Y en ese contexto, los concesionarios han terminado, en la práctica, definiendo el ritmo y la prioridad del desarrollo aeroportuario del país.
NO PORQUE DEBAN HACERLO, SINO PORQUE EL ESTADO SE LOS HA PERMITIDO.
El resultado es un sistema que invierte, pero no transforma.
Se construyen terminales más modernos, pero no se eliminan los cuellos de botella operativos. Se mejora la experiencia del pasajero, pero no la eficiencia del sistema. Se anuncian millones de dólares, pero no se garantiza mayor capacidad aeronáutica.
El impacto es directo: menor competitividad y una conectividad que crece por debajo de su verdadero potencial.
La pregunta ya no es técnica, es política: ¿Quién responde por este modelo?
¿QUIÉN ASUME LA RESPONSABILIDAD DE HABER ENTREGADO LA POLÍTICA AEROPORTUARIA A LOS CONCESIONARIOS?
Porque no se trata de errores aislados, sino de una práctica sostenida en el tiempo.
Romper este esquema exige algo más que ajustes contractuales.
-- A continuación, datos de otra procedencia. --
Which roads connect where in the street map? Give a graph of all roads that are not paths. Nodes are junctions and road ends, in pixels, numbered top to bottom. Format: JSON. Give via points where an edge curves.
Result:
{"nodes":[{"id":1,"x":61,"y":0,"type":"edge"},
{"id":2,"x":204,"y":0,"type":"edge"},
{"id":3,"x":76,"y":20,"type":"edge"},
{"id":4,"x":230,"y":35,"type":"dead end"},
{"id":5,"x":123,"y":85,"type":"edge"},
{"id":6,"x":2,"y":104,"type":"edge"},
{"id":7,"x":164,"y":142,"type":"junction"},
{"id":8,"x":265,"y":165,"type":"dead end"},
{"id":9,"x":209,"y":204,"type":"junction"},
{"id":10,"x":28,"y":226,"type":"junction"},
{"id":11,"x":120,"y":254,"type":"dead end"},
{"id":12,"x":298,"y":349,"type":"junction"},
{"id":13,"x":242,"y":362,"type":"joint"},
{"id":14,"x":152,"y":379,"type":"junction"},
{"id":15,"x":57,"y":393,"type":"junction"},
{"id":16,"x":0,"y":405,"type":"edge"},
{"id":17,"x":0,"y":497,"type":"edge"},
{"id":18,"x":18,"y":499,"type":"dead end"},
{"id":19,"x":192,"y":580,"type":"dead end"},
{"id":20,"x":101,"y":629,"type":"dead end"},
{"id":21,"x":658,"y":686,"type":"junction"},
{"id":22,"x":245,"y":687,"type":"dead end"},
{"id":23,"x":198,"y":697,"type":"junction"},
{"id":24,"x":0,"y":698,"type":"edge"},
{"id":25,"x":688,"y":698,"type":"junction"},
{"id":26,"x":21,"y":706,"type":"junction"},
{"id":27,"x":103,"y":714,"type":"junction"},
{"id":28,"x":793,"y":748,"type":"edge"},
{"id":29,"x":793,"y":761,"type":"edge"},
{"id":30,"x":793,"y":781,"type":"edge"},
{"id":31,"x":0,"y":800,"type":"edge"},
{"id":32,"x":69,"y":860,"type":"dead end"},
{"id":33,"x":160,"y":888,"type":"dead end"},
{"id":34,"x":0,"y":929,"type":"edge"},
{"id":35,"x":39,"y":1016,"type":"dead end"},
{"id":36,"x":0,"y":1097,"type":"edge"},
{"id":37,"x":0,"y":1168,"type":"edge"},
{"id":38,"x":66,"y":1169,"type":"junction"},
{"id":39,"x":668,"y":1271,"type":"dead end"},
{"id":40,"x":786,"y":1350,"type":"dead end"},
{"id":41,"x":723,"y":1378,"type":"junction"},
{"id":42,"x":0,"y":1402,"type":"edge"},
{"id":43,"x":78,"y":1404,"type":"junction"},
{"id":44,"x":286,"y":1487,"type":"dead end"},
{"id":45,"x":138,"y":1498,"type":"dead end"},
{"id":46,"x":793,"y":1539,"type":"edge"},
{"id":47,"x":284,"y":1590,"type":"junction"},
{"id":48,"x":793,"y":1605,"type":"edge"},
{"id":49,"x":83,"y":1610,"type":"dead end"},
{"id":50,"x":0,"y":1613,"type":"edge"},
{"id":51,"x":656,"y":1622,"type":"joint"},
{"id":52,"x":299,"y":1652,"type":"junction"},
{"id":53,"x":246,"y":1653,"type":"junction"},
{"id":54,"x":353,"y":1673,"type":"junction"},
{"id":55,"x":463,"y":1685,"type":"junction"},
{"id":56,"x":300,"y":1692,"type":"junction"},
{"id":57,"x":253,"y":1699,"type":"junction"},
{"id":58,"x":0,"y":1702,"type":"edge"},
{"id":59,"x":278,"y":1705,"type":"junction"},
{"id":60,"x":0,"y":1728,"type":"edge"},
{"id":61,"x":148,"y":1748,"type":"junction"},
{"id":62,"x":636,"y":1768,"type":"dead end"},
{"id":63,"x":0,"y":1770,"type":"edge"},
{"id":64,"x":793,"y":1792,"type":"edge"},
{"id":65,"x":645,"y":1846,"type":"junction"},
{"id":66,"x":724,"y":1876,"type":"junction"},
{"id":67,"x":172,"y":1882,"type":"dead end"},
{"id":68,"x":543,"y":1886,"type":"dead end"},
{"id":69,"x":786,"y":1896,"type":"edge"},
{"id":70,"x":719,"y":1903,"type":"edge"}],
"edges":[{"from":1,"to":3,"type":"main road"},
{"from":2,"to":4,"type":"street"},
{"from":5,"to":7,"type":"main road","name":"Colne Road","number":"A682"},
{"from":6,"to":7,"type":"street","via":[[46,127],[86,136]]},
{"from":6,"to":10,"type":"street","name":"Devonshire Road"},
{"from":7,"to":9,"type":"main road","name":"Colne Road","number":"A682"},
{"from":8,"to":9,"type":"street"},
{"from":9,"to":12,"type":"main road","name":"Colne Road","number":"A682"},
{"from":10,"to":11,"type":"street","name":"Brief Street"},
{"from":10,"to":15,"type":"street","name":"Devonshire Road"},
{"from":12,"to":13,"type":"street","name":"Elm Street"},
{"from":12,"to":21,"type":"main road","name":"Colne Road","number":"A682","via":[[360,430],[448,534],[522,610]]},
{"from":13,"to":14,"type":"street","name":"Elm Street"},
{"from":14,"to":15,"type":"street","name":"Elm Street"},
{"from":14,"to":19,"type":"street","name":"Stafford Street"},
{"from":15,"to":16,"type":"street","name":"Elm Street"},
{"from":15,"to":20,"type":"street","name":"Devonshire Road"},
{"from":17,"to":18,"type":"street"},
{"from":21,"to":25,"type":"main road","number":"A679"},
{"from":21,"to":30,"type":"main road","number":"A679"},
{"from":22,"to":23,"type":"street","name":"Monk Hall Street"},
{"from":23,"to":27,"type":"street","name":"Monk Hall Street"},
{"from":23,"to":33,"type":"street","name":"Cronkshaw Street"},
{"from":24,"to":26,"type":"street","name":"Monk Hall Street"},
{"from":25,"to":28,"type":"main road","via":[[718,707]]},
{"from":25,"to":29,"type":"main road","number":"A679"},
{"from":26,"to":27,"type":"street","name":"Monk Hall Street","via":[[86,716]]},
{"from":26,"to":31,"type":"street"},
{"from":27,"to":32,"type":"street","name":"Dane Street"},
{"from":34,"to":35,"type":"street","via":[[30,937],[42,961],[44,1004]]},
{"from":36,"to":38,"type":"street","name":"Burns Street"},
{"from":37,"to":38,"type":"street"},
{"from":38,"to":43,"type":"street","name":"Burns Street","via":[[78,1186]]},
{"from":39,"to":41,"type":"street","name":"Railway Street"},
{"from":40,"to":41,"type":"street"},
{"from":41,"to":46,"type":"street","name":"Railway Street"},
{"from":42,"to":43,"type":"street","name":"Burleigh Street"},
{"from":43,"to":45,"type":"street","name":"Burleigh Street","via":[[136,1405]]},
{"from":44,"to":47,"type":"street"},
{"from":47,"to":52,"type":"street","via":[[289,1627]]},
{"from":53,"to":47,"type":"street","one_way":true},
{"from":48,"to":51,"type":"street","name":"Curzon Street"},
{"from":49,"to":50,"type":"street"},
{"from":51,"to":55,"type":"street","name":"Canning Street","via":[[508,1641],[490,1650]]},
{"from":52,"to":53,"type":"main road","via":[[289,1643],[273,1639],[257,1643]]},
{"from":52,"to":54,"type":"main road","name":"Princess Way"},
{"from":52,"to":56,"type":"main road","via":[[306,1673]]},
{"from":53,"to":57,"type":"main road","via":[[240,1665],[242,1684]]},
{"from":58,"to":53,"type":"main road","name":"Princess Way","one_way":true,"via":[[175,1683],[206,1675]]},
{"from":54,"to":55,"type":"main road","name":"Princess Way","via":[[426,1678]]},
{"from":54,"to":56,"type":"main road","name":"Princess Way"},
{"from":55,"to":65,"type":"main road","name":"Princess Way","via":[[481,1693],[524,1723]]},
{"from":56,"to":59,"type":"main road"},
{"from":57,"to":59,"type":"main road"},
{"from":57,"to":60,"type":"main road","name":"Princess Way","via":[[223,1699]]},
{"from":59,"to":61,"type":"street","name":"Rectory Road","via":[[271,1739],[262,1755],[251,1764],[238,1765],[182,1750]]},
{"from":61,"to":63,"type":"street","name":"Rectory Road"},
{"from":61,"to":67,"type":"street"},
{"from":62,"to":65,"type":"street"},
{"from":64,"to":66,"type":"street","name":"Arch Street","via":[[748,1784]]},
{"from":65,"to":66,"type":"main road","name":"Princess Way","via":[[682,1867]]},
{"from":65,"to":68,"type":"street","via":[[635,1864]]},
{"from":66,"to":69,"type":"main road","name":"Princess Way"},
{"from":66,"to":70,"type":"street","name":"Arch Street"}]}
Exige recuperar la rectoría del Estado, rediseñar los modelos de concesión en función de resultados operacionales y, sobre todo, introducir competencia real mediante procesos transparentes y oportunos.
EL PERÚ NO NECESITA MÁS ADENDAS.
NECESITA DECISIONES.
PORQUE CUANDO EL ESTADO FINANCIA, PERO NO GOBIERNA, DEJA DE SER CONDUCTOR DEL DESARROLLO PARA CONVERTIRSE EN SU PROPIO ESPECTADOR.